Your copy should match the records below exactly, except for the pictures.

RECORDS SUPPLIED section start

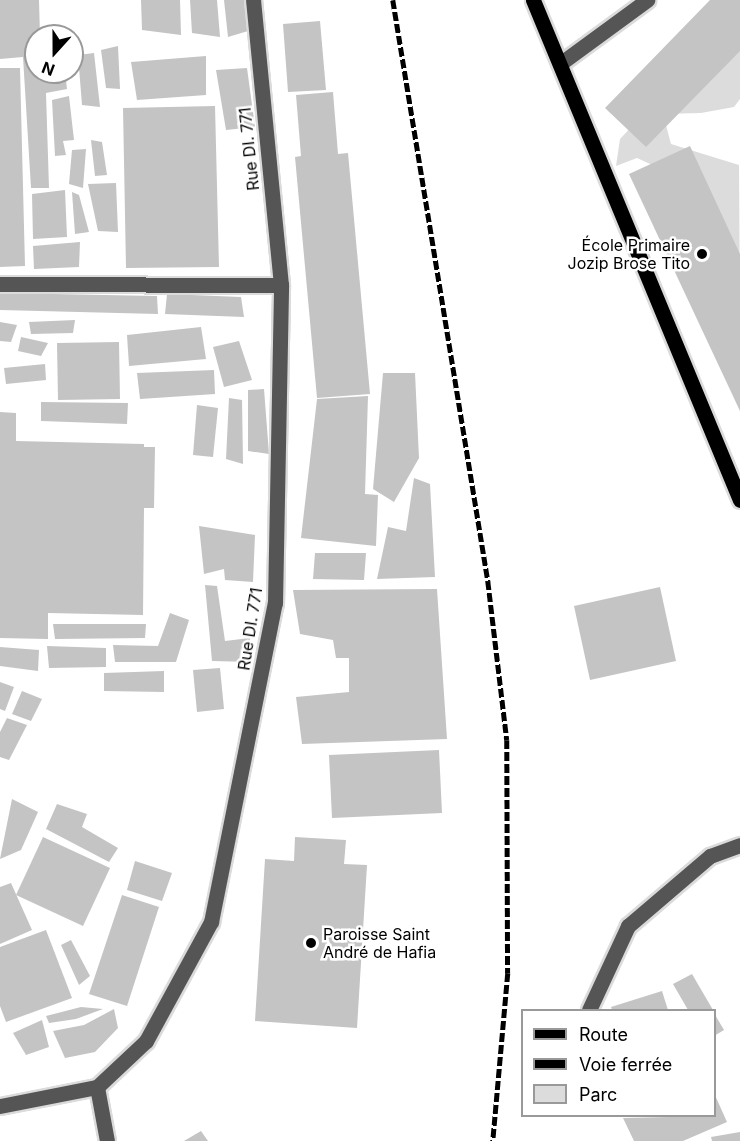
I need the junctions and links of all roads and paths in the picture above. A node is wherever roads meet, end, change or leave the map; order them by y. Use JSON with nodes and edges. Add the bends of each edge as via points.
{"nodes":[{"id":1,"x":253,"y":0,"type":"edge"},
{"id":2,"x":533,"y":0,"type":"edge"},
{"id":3,"x":647,"y":0,"type":"edge"},
{"id":4,"x":561,"y":63,"type":"junction"},
{"id":5,"x":0,"y":284,"type":"edge"},
{"id":6,"x":281,"y":285,"type":"junction"},
{"id":7,"x":740,"y":500,"type":"edge"},
{"id":8,"x":740,"y":845,"type":"edge"},
{"id":9,"x":590,"y":1009,"type":"edge"},
{"id":10,"x":97,"y":1087,"type":"junction"},
{"id":11,"x":0,"y":1106,"type":"edge"},
{"id":12,"x":107,"y":1141,"type":"edge"}],
"edges":[{"from":1,"to":6,"type":"street","name":"Rue DI. 771"},
{"from":2,"to":4,"type":"main road"},
{"from":3,"to":4,"type":"street"},
{"from":4,"to":7,"type":"main road"},
{"from":5,"to":6,"type":"street"},
{"from":6,"to":10,"type":"street","name":"Rue DI. 771","via":[[275,603],[211,922],[146,1041]]},
{"from":8,"to":9,"type":"street","via":[[710,856],[628,926]]},
{"from":10,"to":11,"type":"street"},
{"from":10,"to":12,"type":"street"}]}
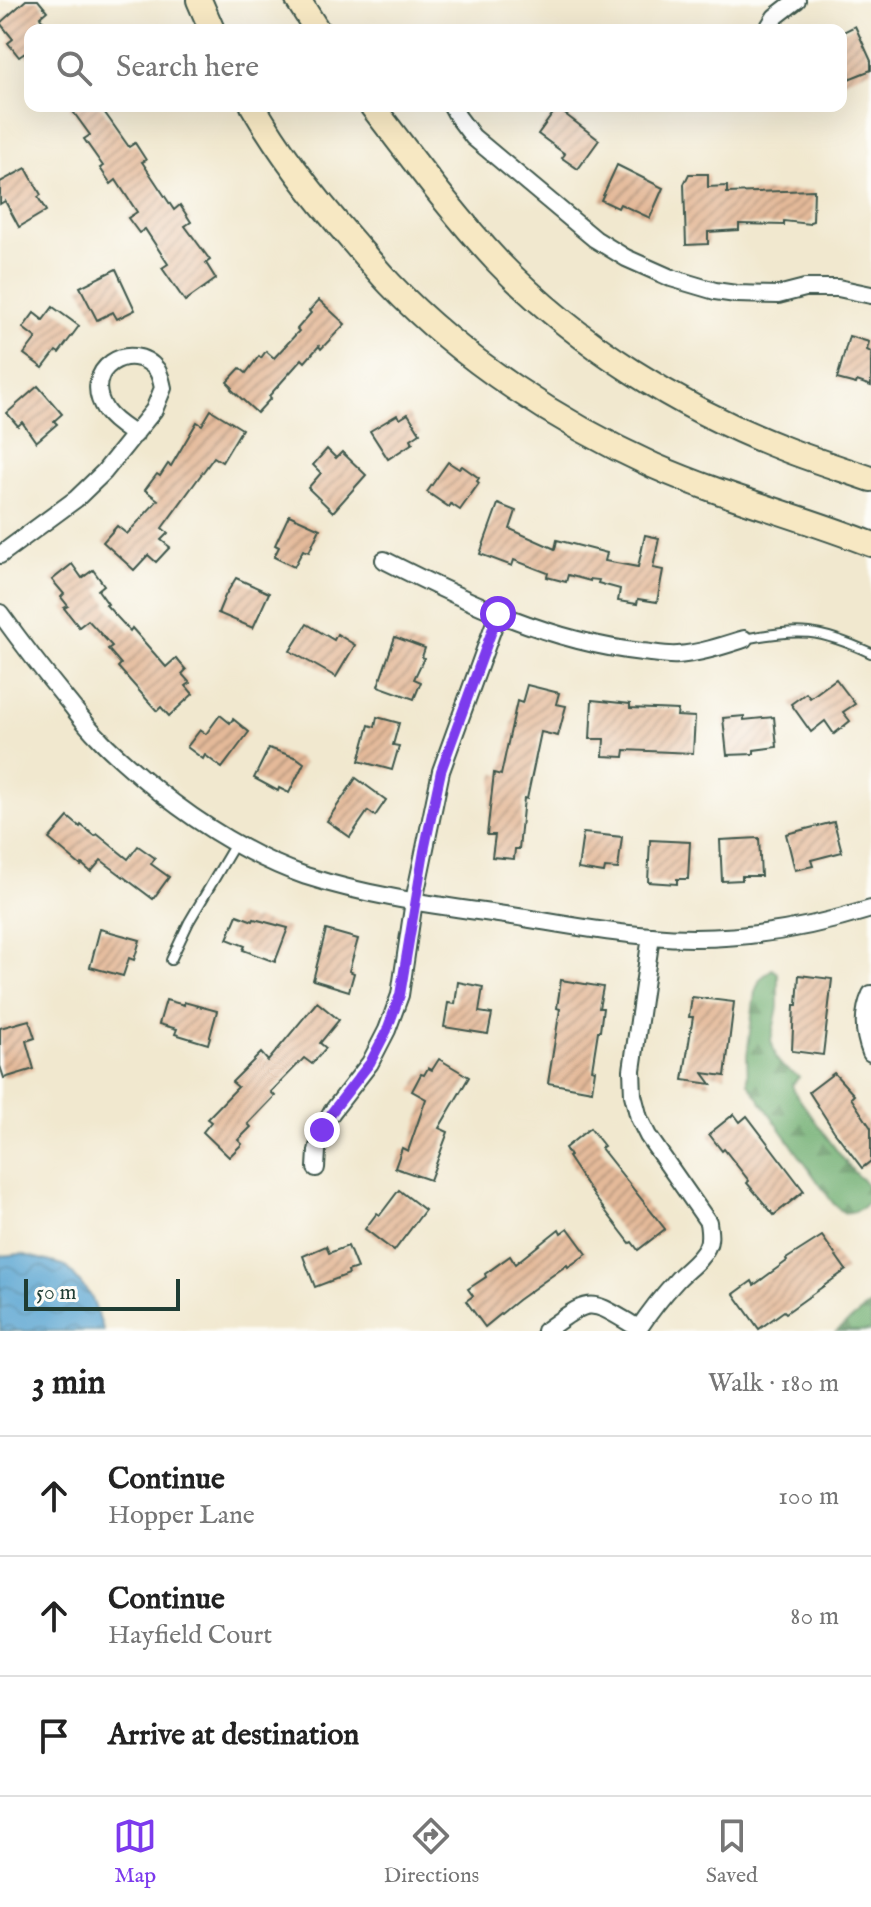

RECORDS SUPPLIED section end

EXERCISE ANSWER:
I need the junctions and links of all roads and paths in the picture above. A node is wherever roads meet, end, change or leave the map; order them by y. Use JSON with nodes and edges. Add the bends of each edge as via points.
{"nodes":[{"id":1,"x":253,"y":0,"type":"edge"},
{"id":2,"x":533,"y":0,"type":"edge"},
{"id":3,"x":647,"y":0,"type":"edge"},
{"id":4,"x":561,"y":63,"type":"junction"},
{"id":5,"x":0,"y":284,"type":"edge"},
{"id":6,"x":281,"y":285,"type":"junction"},
{"id":7,"x":740,"y":500,"type":"edge"},
{"id":8,"x":740,"y":845,"type":"edge"},
{"id":9,"x":590,"y":1009,"type":"edge"},
{"id":10,"x":97,"y":1087,"type":"junction"},
{"id":11,"x":0,"y":1106,"type":"edge"},
{"id":12,"x":107,"y":1141,"type":"edge"}],
"edges":[{"from":1,"to":6,"type":"street","name":"Rue DI. 771"},
{"from":2,"to":4,"type":"main road"},
{"from":3,"to":4,"type":"street"},
{"from":4,"to":7,"type":"main road"},
{"from":5,"to":6,"type":"street"},
{"from":6,"to":10,"type":"street","name":"Rue DI. 771","via":[[275,603],[211,922],[146,1041]]},
{"from":8,"to":9,"type":"street","via":[[710,856],[628,926]]},
{"from":10,"to":11,"type":"street"},
{"from":10,"to":12,"type":"street"}]}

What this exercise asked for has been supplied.